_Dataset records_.
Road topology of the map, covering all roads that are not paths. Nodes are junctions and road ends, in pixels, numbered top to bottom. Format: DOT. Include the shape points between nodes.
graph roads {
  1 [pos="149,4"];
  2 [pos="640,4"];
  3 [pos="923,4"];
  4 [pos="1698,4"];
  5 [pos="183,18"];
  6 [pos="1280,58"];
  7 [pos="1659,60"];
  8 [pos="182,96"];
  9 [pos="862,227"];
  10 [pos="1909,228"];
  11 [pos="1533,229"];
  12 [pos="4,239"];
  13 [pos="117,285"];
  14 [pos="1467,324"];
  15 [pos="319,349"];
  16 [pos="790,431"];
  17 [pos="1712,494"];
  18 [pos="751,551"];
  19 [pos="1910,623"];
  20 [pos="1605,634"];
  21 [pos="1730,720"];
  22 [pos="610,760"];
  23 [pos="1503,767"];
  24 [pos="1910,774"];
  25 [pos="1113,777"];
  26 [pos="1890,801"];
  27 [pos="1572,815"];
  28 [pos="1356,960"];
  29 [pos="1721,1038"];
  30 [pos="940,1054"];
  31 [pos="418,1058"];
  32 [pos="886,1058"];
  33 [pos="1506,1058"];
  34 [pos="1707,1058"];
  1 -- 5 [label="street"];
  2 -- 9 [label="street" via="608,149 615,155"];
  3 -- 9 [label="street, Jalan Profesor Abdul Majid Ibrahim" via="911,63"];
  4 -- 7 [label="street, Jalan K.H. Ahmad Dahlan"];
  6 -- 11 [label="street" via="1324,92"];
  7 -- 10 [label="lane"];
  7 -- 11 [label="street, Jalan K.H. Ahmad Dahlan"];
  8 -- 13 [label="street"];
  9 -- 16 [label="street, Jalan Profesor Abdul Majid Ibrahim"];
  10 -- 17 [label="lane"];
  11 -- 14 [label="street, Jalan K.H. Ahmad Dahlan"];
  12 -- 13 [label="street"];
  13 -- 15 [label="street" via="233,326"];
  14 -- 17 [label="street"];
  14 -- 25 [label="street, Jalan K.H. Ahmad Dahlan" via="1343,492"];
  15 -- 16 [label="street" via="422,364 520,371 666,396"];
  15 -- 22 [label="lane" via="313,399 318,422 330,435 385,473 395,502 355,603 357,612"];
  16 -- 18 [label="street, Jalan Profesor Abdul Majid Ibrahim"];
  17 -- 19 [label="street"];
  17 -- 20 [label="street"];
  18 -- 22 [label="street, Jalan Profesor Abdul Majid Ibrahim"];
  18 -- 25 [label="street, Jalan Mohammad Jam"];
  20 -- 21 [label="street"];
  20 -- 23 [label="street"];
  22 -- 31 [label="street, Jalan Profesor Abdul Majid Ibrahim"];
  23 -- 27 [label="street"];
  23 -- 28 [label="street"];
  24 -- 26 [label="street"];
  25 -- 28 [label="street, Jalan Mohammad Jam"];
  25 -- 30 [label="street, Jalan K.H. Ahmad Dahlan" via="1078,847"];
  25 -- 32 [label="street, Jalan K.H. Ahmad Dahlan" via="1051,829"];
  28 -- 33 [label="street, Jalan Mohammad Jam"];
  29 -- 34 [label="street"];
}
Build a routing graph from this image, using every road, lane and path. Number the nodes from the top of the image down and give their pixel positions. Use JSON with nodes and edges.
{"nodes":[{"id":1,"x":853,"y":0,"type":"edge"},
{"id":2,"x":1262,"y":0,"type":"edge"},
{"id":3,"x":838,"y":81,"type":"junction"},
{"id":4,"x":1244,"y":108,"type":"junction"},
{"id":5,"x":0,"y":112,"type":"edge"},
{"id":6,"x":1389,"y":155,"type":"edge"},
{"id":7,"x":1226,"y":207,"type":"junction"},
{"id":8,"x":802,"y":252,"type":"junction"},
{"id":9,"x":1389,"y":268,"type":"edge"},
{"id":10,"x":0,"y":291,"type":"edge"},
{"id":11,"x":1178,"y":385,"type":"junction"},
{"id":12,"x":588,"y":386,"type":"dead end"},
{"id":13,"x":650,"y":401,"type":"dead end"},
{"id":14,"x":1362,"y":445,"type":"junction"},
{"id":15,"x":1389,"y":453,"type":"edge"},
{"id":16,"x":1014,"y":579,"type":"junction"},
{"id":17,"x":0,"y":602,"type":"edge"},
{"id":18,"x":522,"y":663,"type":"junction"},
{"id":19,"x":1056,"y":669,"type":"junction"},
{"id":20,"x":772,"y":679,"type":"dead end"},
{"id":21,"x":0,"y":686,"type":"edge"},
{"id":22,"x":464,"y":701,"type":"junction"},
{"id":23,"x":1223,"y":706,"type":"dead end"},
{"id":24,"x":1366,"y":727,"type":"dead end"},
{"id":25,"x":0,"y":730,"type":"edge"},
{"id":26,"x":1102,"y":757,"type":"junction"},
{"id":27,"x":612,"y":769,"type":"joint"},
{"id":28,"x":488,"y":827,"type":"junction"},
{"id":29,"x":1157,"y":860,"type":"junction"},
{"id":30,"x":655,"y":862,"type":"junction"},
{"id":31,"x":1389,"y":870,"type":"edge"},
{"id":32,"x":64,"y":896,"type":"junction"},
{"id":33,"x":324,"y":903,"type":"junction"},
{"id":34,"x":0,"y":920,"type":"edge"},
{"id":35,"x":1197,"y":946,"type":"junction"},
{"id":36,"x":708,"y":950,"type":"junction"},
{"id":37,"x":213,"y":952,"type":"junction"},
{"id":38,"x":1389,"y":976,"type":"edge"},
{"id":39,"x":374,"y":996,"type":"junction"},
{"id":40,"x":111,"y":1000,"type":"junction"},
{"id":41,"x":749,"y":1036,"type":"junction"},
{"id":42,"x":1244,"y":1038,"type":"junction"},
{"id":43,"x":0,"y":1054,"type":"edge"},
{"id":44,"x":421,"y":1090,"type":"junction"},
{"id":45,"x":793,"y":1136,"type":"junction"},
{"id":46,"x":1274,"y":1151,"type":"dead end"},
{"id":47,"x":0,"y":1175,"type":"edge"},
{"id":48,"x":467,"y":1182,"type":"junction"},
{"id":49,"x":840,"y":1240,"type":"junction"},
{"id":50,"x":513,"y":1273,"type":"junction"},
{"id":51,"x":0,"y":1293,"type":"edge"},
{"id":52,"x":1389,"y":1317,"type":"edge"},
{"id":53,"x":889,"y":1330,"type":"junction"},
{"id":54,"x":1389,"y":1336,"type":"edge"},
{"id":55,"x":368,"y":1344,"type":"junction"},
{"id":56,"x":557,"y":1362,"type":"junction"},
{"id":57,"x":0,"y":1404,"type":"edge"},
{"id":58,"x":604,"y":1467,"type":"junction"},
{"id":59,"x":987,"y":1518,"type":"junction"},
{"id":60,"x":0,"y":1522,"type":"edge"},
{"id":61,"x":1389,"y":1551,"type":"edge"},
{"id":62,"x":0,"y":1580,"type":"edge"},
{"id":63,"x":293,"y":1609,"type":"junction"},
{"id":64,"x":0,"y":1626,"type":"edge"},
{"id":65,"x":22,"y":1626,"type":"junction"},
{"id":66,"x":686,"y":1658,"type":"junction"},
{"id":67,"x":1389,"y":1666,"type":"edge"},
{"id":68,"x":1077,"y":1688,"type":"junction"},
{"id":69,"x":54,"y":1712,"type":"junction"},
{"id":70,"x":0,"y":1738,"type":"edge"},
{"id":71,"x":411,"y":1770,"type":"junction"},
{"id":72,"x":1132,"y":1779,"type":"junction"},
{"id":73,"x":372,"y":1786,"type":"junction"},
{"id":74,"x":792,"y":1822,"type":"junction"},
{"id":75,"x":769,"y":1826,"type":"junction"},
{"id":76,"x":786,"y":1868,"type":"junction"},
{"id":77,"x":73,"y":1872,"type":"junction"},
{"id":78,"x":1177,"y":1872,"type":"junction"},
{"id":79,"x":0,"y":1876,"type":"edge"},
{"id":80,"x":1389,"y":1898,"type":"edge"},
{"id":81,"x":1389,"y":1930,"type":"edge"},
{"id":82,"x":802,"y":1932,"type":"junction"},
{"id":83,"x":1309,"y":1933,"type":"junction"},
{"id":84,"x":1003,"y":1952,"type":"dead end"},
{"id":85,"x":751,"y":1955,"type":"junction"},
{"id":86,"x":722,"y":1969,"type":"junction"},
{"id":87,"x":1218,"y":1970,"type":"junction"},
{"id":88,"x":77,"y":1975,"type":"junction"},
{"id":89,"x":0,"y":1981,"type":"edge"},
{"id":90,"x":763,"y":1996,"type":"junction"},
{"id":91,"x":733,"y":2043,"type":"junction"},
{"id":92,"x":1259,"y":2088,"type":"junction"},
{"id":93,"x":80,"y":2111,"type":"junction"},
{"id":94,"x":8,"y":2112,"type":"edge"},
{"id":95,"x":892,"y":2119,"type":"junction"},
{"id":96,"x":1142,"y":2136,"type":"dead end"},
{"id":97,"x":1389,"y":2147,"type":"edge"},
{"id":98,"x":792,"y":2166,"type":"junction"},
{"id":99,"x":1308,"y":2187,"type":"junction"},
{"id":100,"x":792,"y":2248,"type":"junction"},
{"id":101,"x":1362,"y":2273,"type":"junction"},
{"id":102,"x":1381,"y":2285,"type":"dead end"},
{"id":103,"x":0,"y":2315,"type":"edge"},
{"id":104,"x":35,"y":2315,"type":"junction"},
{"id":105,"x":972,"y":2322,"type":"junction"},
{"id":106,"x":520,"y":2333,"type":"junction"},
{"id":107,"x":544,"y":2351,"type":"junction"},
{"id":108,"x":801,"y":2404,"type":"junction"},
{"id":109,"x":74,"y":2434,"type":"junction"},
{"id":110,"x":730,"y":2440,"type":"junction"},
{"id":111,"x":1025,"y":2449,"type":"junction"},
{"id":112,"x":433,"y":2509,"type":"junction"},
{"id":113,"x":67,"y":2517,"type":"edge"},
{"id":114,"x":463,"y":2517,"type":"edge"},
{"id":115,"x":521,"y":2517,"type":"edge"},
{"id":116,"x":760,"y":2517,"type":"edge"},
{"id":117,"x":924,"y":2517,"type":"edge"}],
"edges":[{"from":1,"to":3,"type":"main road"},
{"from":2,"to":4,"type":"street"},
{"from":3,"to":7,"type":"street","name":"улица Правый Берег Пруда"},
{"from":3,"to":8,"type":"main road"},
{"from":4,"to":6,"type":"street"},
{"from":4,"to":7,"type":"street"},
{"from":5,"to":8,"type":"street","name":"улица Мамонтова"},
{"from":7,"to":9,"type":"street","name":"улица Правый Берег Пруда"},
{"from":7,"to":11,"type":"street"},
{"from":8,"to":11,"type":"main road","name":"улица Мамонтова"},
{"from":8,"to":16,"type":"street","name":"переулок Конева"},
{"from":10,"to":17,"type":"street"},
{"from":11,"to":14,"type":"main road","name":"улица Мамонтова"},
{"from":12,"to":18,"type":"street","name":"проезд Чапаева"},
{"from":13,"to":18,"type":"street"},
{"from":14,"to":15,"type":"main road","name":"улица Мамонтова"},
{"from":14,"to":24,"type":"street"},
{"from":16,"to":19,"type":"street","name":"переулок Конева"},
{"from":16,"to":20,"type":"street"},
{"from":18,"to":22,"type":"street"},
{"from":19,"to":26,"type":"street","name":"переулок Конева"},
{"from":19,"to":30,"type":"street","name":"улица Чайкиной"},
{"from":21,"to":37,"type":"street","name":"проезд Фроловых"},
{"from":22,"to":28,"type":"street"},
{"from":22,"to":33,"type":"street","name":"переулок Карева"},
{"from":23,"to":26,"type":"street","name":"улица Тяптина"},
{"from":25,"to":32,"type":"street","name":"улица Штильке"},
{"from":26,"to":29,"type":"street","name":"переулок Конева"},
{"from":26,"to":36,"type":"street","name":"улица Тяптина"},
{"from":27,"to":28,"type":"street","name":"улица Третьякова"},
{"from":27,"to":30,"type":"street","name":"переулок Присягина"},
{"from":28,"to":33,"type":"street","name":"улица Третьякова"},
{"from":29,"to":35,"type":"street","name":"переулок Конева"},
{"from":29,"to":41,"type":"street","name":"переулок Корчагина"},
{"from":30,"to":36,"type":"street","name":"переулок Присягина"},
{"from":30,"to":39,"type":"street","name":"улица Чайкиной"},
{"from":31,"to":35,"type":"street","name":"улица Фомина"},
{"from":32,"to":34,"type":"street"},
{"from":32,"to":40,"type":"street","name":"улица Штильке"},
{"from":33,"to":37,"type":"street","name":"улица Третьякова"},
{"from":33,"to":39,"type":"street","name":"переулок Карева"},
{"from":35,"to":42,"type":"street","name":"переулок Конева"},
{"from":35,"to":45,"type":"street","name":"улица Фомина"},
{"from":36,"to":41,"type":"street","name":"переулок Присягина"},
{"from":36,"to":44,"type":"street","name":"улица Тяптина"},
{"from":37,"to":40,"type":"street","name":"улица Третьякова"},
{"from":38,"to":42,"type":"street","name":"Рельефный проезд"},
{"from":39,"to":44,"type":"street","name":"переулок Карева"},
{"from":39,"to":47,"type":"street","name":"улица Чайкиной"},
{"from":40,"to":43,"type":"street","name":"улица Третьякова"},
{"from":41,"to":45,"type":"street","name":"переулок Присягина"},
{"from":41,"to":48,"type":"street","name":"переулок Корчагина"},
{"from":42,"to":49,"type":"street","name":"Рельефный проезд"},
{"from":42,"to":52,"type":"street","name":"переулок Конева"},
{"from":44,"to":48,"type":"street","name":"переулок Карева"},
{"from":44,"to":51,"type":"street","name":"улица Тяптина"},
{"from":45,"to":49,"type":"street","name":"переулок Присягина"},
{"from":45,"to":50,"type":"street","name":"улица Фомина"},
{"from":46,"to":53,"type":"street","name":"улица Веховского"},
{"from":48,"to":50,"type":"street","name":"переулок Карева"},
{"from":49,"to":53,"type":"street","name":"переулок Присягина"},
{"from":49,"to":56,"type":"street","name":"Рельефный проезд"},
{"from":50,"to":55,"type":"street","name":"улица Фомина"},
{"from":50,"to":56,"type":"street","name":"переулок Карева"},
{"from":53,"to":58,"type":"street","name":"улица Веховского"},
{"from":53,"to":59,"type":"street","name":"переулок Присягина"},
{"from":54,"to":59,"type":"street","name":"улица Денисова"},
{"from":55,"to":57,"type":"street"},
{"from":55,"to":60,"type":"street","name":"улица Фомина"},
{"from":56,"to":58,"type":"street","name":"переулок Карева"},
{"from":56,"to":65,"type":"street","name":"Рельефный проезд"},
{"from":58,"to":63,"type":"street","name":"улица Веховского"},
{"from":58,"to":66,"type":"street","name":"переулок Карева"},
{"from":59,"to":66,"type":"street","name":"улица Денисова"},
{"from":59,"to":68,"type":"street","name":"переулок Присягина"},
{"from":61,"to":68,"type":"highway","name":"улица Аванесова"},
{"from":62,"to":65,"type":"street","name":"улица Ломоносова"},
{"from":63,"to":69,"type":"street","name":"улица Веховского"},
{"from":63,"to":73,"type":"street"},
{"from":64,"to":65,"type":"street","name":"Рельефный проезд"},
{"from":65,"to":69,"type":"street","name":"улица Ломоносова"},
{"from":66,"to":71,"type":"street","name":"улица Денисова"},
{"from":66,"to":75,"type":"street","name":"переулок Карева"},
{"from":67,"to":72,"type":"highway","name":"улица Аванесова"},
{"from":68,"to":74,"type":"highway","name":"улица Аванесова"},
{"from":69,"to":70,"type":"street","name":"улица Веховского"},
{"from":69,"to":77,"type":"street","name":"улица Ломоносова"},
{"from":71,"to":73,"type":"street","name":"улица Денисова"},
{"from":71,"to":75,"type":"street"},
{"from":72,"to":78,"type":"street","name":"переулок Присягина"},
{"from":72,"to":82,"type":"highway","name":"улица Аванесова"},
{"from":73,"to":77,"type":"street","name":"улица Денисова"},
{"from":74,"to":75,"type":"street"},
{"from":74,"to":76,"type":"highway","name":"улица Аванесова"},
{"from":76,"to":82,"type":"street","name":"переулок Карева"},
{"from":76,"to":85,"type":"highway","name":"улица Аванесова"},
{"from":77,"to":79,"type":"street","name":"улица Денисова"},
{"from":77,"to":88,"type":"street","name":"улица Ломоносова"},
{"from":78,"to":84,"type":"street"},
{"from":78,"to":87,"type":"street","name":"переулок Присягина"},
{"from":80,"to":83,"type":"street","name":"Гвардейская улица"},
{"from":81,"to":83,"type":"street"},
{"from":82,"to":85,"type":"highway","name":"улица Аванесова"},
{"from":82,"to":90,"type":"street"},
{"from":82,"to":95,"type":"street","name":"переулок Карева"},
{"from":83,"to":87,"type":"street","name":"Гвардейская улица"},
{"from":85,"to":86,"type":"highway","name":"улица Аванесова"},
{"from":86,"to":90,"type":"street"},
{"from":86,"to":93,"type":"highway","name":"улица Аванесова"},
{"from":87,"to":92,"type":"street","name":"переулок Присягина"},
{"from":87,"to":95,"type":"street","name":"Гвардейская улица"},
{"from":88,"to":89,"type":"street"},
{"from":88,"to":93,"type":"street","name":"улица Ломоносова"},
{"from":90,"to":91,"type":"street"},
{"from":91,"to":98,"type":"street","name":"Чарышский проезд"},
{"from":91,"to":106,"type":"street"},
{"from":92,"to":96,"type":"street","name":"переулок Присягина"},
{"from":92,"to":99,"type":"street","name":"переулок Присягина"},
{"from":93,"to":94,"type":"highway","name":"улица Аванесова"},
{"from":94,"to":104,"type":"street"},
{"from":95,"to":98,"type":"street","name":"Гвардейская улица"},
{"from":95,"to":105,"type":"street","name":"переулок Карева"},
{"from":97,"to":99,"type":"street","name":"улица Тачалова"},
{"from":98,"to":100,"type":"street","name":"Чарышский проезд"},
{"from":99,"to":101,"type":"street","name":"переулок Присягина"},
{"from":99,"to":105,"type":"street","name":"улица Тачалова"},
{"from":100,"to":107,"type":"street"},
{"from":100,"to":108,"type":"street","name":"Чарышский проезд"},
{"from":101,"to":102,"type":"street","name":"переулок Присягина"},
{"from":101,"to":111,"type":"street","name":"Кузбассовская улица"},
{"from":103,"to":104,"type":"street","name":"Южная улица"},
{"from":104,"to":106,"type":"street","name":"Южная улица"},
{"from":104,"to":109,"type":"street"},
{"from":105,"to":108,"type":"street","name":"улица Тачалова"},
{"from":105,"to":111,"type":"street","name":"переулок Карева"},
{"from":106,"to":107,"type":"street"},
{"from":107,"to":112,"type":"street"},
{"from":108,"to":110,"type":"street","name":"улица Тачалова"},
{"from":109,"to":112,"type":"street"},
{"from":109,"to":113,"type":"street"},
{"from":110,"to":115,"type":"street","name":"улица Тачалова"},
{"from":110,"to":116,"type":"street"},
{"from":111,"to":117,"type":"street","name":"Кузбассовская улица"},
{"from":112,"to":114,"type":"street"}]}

_EXERCISE_. Look at the records above. Copy every line where the string "roads" occurs.

_RESULT_.
Road topology of the map, covering all roads that are not paths. Nodes are junctions and road ends, in pixels, numbered top to bottom. Format: DOT. Include the shape points between nodes.
graph roads {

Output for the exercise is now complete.